FIG. 1 is an explanatory view when a metal pipe is inserted into a column member having an inverted crown shape.

FIG. 2 is an explanatory view of a column member having an inverted crown shape.

FIG. 3 is an explanatory view of a columnar member with a lid.

FIG. 4 is an explanatory view of a heating furnace in a heating step.

FIG. 5 is an explanatory diagram in a room temperature state when a metal pipe is inserted into a column member having an inverted crown shape.

FIG. 6 is an explanatory diagram in a temperature rising state when a metal pipe is inserted into a column member having an inverted crown shape.

FIG. 7 is an explanatory view in a state where the temperature is raised when a metal pipe is inserted into a column member having an inverted crown shape.

FIG. 8 is an explanatory view in a cooled state when a metal pipe is inserted into a column member having an inverted crown shape.

FIG. 9 is an explanatory diagram of a cooling step.

FIG. 10 is an explanatory diagram of a release step.

FIG. 11 is an explanatory diagram of a fixing device of an image forming apparatus using a metal pipe.

FIG. 12 is a sectional view of a main part of an image forming apparatus using a metal pipe for a transfer belt.

[Explanation of symbols]

 Reference Signs List 1 cylindrical member 2 metal pipe 3 heating furnace 4 water tank 5 lid 6 fixing belt 6A fixing belt heating heater 6B heater holder 6C stay member 6D pressure roller 6E carrier 7 photosensitive drum 8 fixing device 9 transfer belt 10 toner

Claims (13)

[Claims] In a combination of materials in which a coefficient of linear expansion of a metal pipe is smaller than a coefficient of linear expansion of a cylindrical member, a straight metal pipe is inserted into an inverted crown-shaped cylindrical member, and at least the cylindrical member is heated to heat the cylindrical member. A method for manufacturing a metal pipe, comprising forming the metal pipe into an inverted crown shape. 2. The method according to claim 1, wherein the thickness of the metal pipe is 1 mm or less. 3. The method according to claim 1, wherein the surface roughness of the metal pipe is within 5 μm. 4. The method according to claim 1, wherein a surface layer of the metal pipe has a toner releasing property. 5. A method for manufacturing a metal pipe, wherein an inner peripheral surface of the metal pipe has wear resistance. 6. The method according to claim 5, wherein fluorine or silicone resin is used as the wear-resistant material. 7. A method for manufacturing a metal pipe, comprising using an inorganic material as a wear-resistant material. 8. The method according to claim 7, wherein boron nitride, aluminum nitride, or diamond is used as the inorganic material. 9. An end face of the metal pipe having a surface roughness of 0.
The method for producing a metal pipe according to claim 1, wherein the diameter is within 1 mm. 10. The production of a metal pipe according to claim 1, wherein the difference in diameter between the center part and both ends in the longitudinal direction of the cylindrical member as the inverted crown-shaped cylindrical member is 1 μm or more and 100 μm or less.

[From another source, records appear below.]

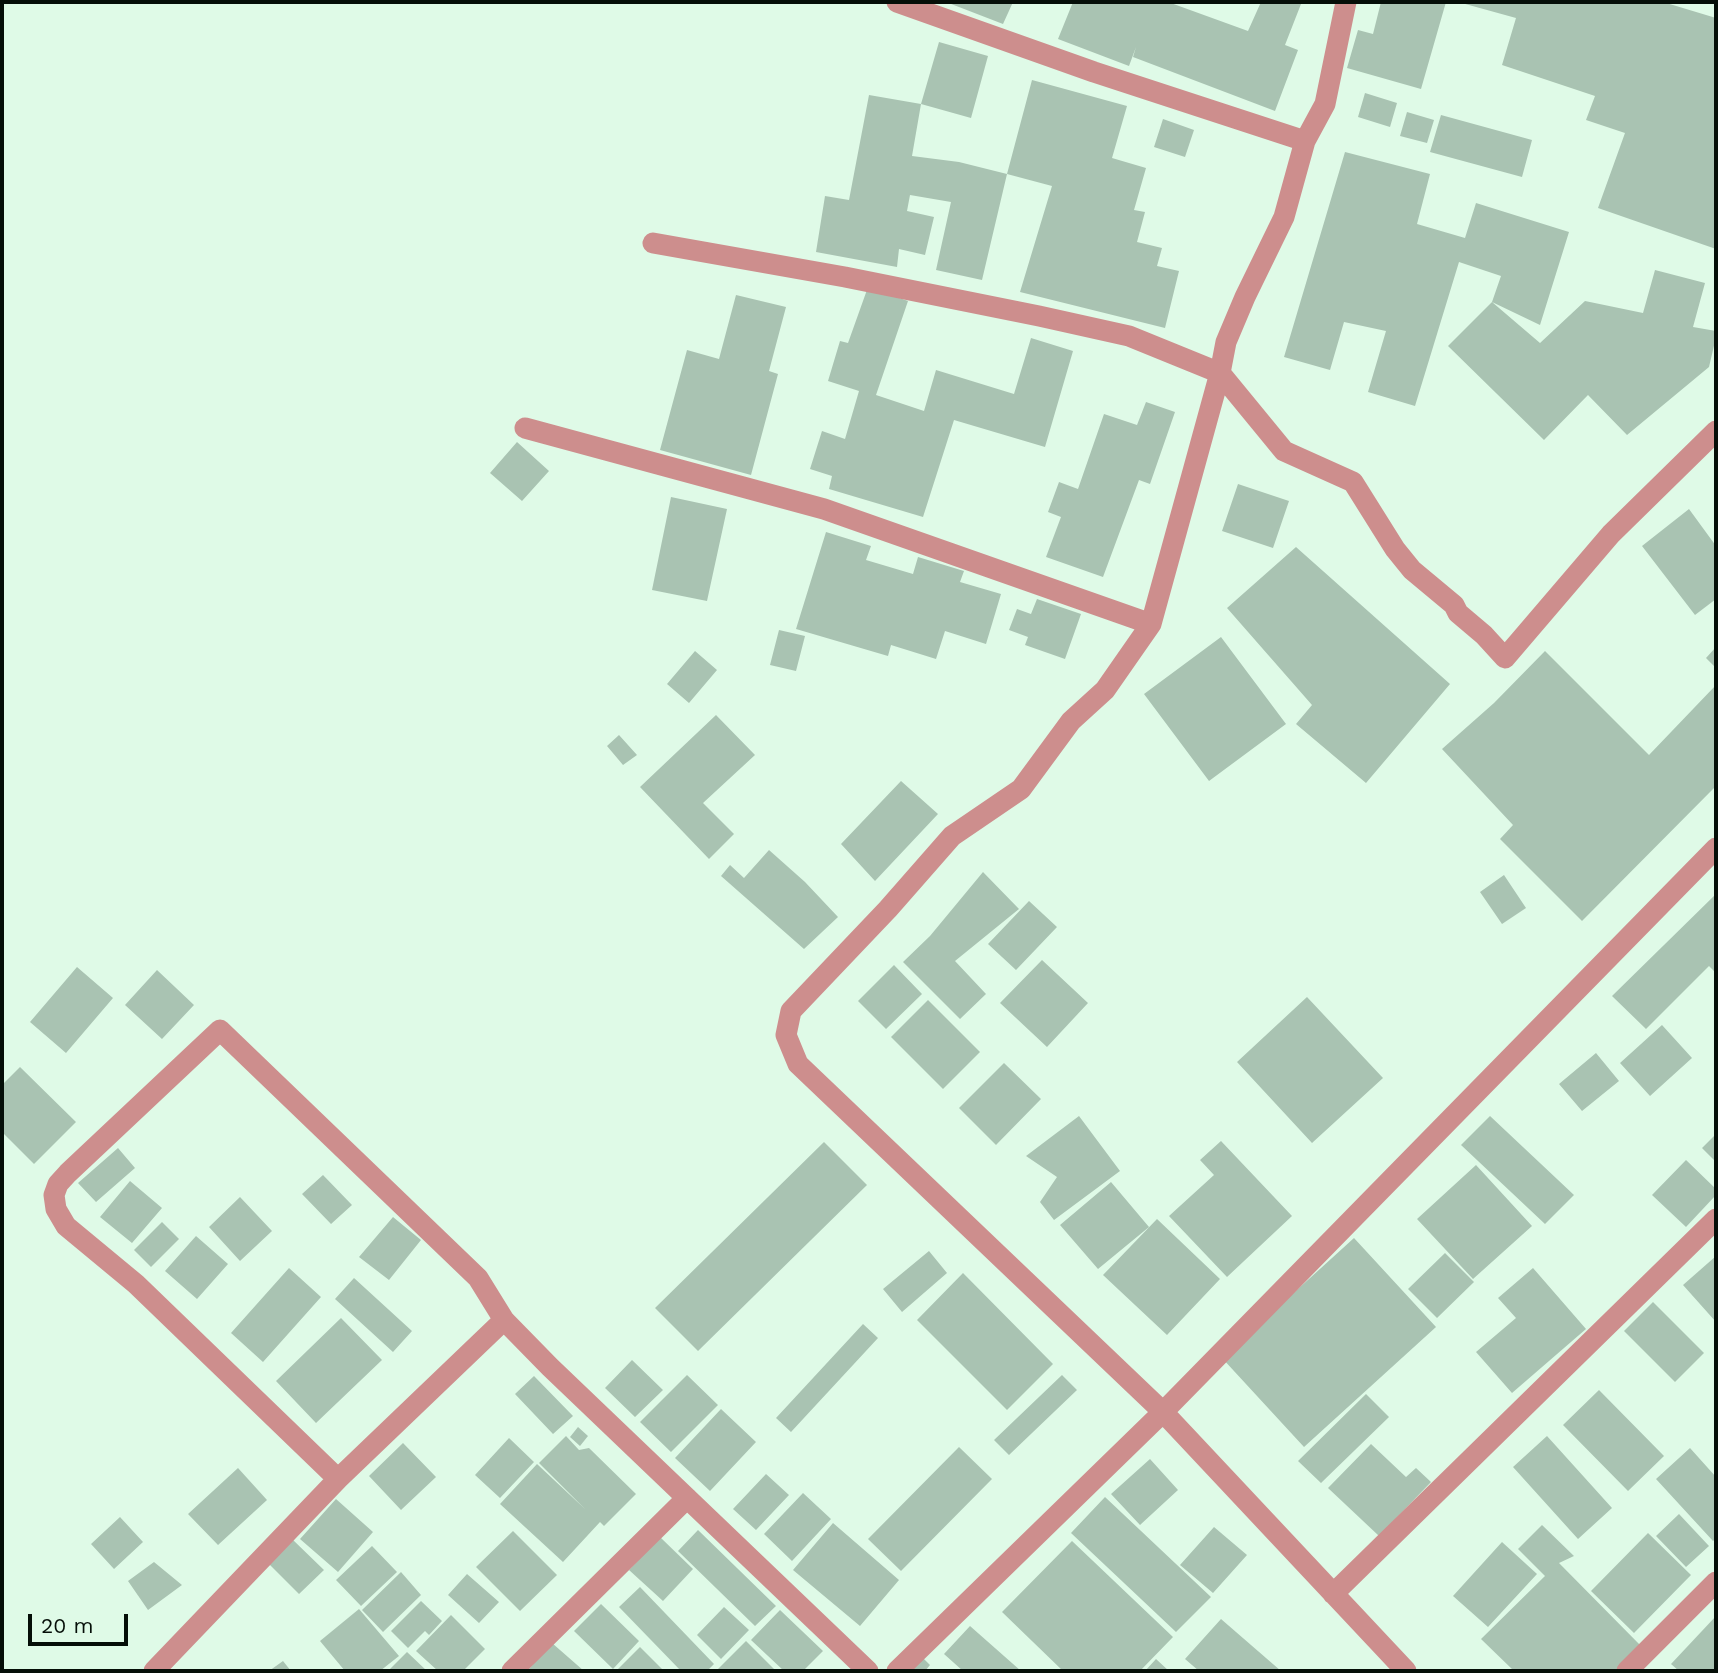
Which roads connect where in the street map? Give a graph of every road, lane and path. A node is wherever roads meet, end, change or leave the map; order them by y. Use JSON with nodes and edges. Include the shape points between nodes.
{"nodes":[{"id":1,"x":897,"y":2,"type":"edge"},
{"id":2,"x":1346,"y":2,"type":"edge"},
{"id":3,"x":1305,"y":141,"type":"junction"},
{"id":4,"x":653,"y":243,"type":"dead end"},
{"id":5,"x":1220,"y":373,"type":"junction"},
{"id":6,"x":524,"y":428,"type":"dead end"},
{"id":7,"x":1716,"y":431,"type":"edge"},
{"id":8,"x":1151,"y":624,"type":"junction"},
{"id":9,"x":1716,"y":848,"type":"edge"},
{"id":10,"x":1716,"y":1219,"type":"edge"},
{"id":11,"x":503,"y":1320,"type":"junction"},
{"id":12,"x":1163,"y":1412,"type":"junction"},
{"id":13,"x":338,"y":1479,"type":"junction"},
{"id":14,"x":687,"y":1499,"type":"junction"},
{"id":15,"x":1716,"y":1582,"type":"edge"},
{"id":16,"x":1333,"y":1594,"type":"junction"},
{"id":17,"x":1399,"y":1669,"type":"edge"},
{"id":18,"x":154,"y":1671,"type":"edge"},
{"id":19,"x":512,"y":1671,"type":"edge"},
{"id":20,"x":868,"y":1671,"type":"edge"},
{"id":21,"x":897,"y":1671,"type":"edge"},
{"id":22,"x":1628,"y":1671,"type":"edge"}],
"edges":[{"from":1,"to":3,"type":"street"},
{"from":2,"to":3,"type":"street","via":[[1325,104]]},
{"from":3,"to":5,"type":"street","via":[[1284,217],[1244,297],[1226,342]]},
{"from":4,"to":5,"type":"street","via":[[1077,324],[1129,336]]},
{"from":5,"to":7,"type":"street","via":[[1284,451],[1353,482],[1412,570],[1447,598],[1505,658],[1611,534]]},
{"from":5,"to":8,"type":"street"},
{"from":6,"to":8,"type":"street","via":[[824,509]]},
{"from":8,"to":12,"type":"street","via":[[1105,690],[1071,721],[1021,789],[952,836],[791,1011],[786,1035],[798,1064]]},
{"from":9,"to":12,"type":"street"},
{"from":10,"to":16,"type":"street"},
{"from":11,"to":13,"type":"street"},
{"from":11,"to":13,"type":"street","via":[[478,1278],[220,1030],[68,1173],[54,1195],[66,1226],[136,1284]]},
{"from":11,"to":14,"type":"street"},
{"from":12,"to":16,"type":"street"},
{"from":12,"to":21,"type":"street"},
{"from":13,"to":18,"type":"street"},
{"from":14,"to":19,"type":"street"},
{"from":14,"to":20,"type":"street"},
{"from":15,"to":22,"type":"street"},
{"from":16,"to":17,"type":"street"}]}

Method. 11. The method according to claim 1, wherein the material of the cylindrical member is a resin. 12. The method according to claim 1, wherein the material of the cylindrical member is metal. 13. The method for manufacturing a metal pipe according to claim 1, wherein a lid having a smaller linear expansion coefficient than the cylindrical member is provided on at least one end surface of the cylindrical member.